— Exercise —
Pictures do not belong in the copy, so please give every entry below again exactly.

Stored items:
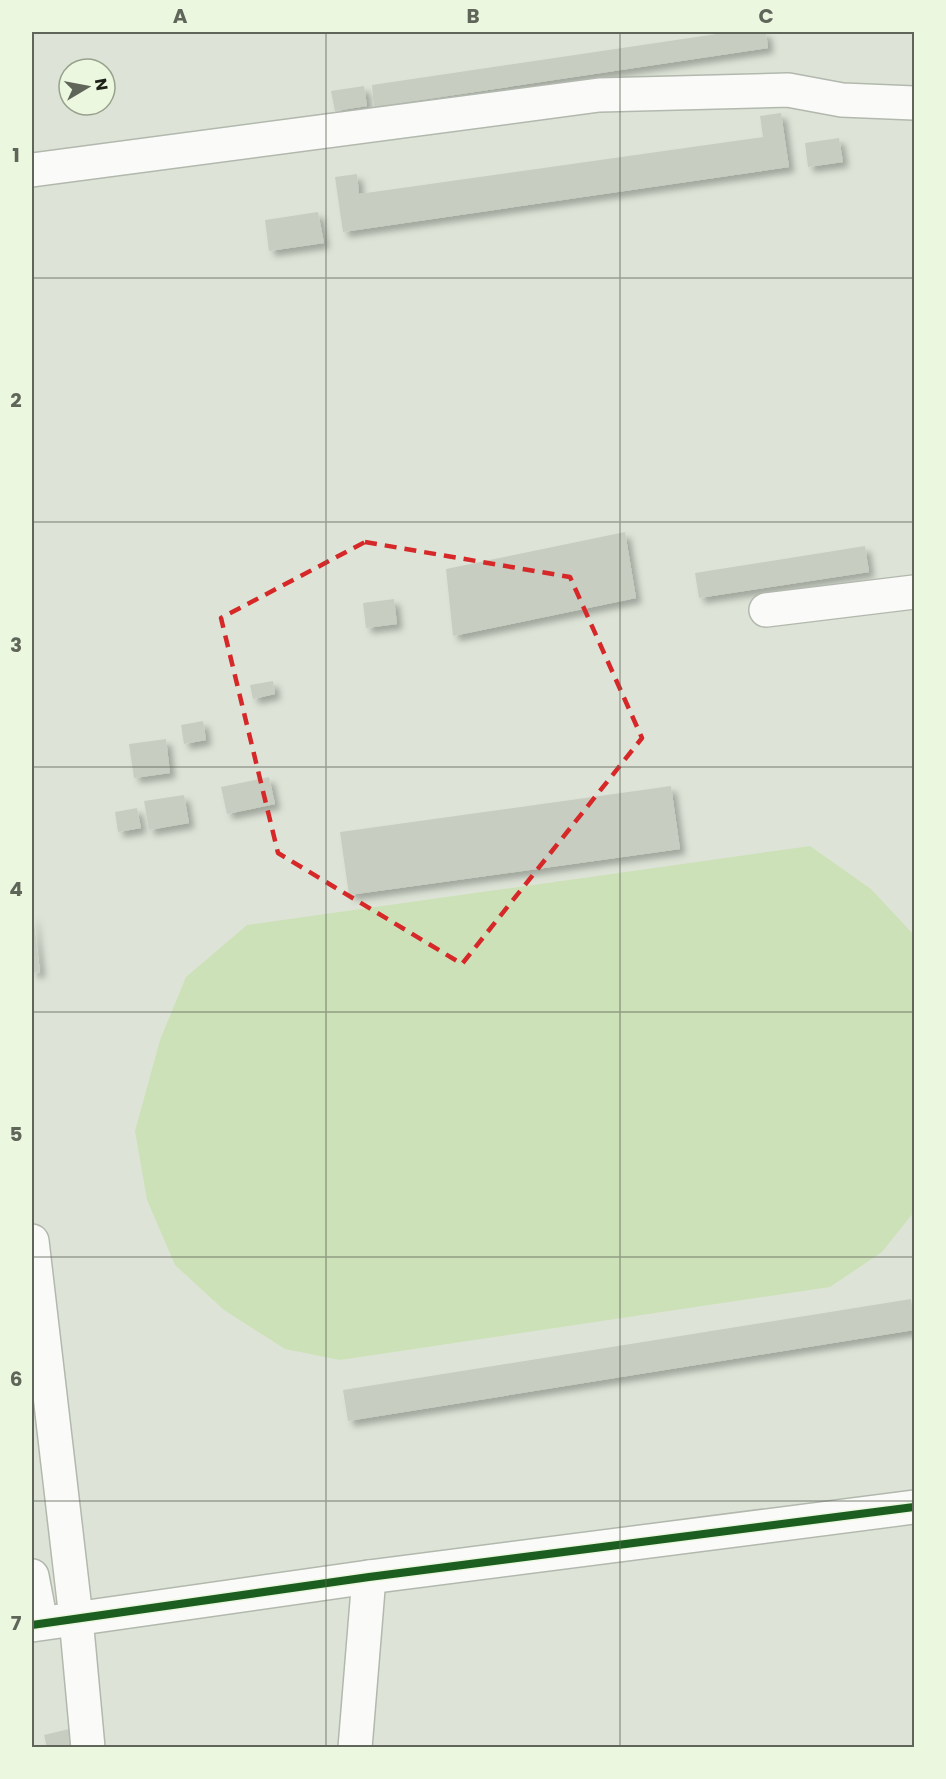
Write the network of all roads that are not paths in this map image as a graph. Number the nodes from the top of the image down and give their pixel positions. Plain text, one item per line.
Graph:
1 (915, 102) edge
2 (32, 170) edge
3 (915, 592) edge
4 (766, 610) dead end
5 (32, 1241) edge
6 (915, 1507) edge
7 (32, 1576) edge
8 (369, 1577) junction
9 (76, 1618) junction
10 (36, 1624) edge
11 (88, 1748) edge
12 (355, 1748) edge

1 - 2 street
3 - 4 street
5 - 9 street
6 - 8 street
7 - 10 street
8 - 9 street
8 - 12 street
9 - 10 street
9 - 11 street

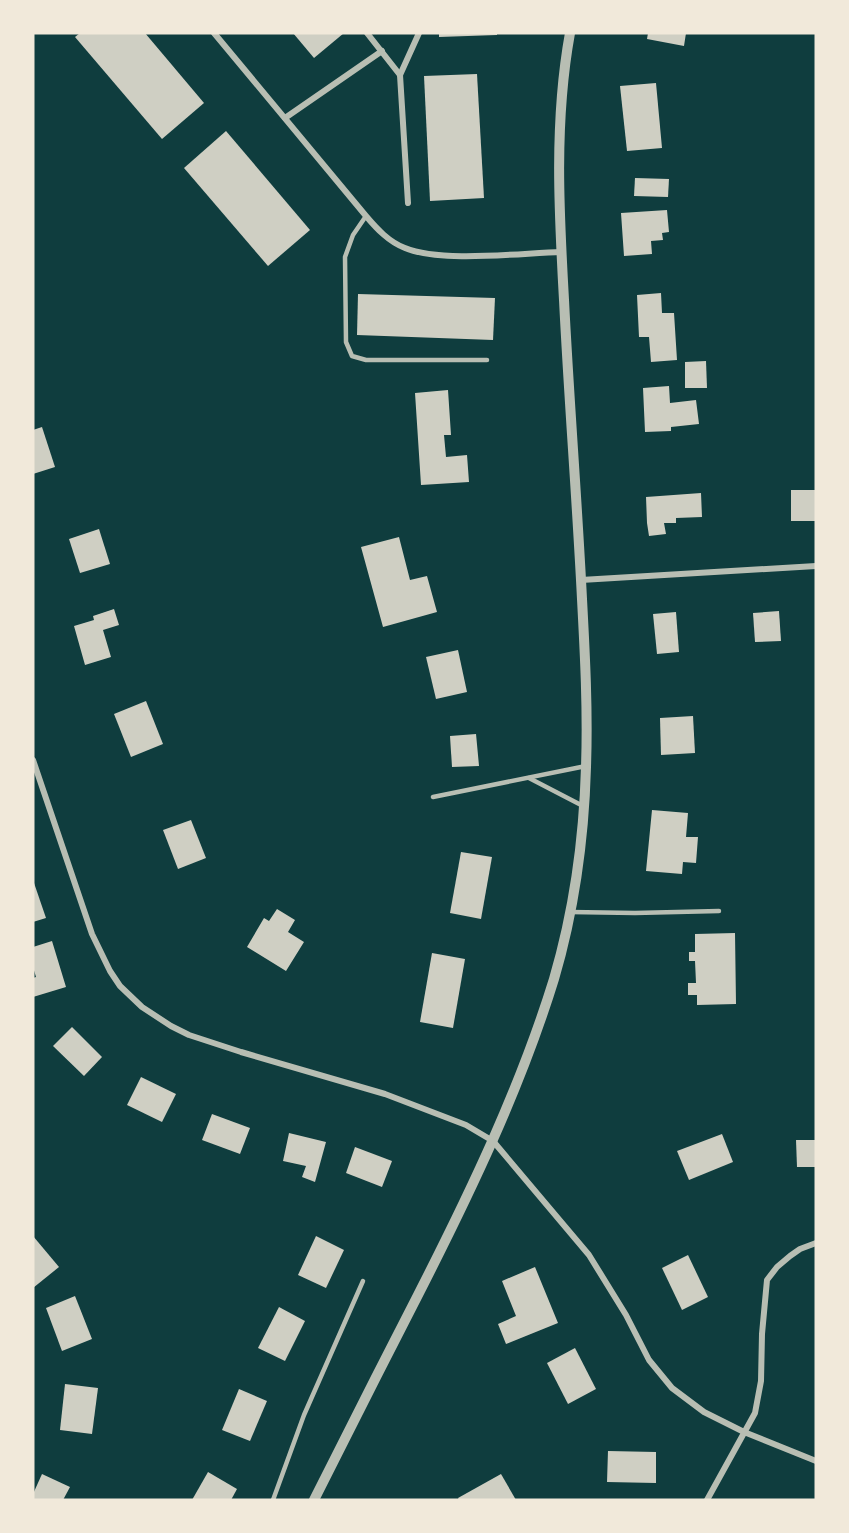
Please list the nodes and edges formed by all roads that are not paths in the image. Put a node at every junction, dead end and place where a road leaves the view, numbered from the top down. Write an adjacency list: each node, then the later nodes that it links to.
1 (214, 33): 7 (street)
2 (367, 33): 5 (street)
3 (418, 33): 6 (street)
4 (570, 33): 10 (street)
5 (381, 51): 6 (street); 7 (street)
6 (400, 75): 8 (street)
7 (285, 118): 9 (street)
8 (408, 203)
9 (366, 216): 10 (street); 11 (lane)
10 (561, 252): 13 (street)
11 (487, 360)
12 (816, 566): 13 (street)
13 (581, 580): 15 (street)
14 (33, 760): 21 (street)
15 (586, 766): 16 (lane); 18 (street)
16 (529, 778): 17 (lane); 18 (lane)
17 (433, 797)
18 (584, 806): 20 (street)
19 (719, 910): 20 (lane)
20 (570, 912): 21 (street)
21 (493, 1141): 24 (street); 27 (street)
22 (816, 1244): 24 (street)
23 (363, 1281): 26 (lane)
24 (744, 1432): 25 (street); 28 (street)
25 (816, 1461)
26 (273, 1500)
27 (314, 1500)
28 (707, 1500)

— The completed task —
Write the network of all roads that are not paths in this map image as a graph. Number the nodes from the top of the image down and give their pixel positions. Plain text, one item per line.
Graph:
1 (915, 102) edge
2 (32, 170) edge
3 (915, 592) edge
4 (766, 610) dead end
5 (32, 1241) edge
6 (915, 1507) edge
7 (32, 1576) edge
8 (369, 1577) junction
9 (76, 1618) junction
10 (36, 1624) edge
11 (88, 1748) edge
12 (355, 1748) edge

1 - 2 street
3 - 4 street
5 - 9 street
6 - 8 street
7 - 10 street
8 - 9 street
8 - 12 street
9 - 10 street
9 - 11 street

Please list the nodes and edges formed by all roads that are not paths in the image. Put a node at every junction, dead end and place where a road leaves the view, numbered from the top down. Write an adjacency list: each node, then the later nodes that it links to.
1 (214, 33): 7 (street)
2 (367, 33): 5 (street)
3 (418, 33): 6 (street)
4 (570, 33): 10 (street)
5 (381, 51): 6 (street); 7 (street)
6 (400, 75): 8 (street)
7 (285, 118): 9 (street)
8 (408, 203)
9 (366, 216): 10 (street); 11 (lane)
10 (561, 252): 13 (street)
11 (487, 360)
12 (816, 566): 13 (street)
13 (581, 580): 15 (street)
14 (33, 760): 21 (street)
15 (586, 766): 16 (lane); 18 (street)
16 (529, 778): 17 (lane); 18 (lane)
17 (433, 797)
18 (584, 806): 20 (street)
19 (719, 910): 20 (lane)
20 (570, 912): 21 (street)
21 (493, 1141): 24 (street); 27 (street)
22 (816, 1244): 24 (street)
23 (363, 1281): 26 (lane)
24 (744, 1432): 25 (street); 28 (street)
25 (816, 1461)
26 (273, 1500)
27 (314, 1500)
28 (707, 1500)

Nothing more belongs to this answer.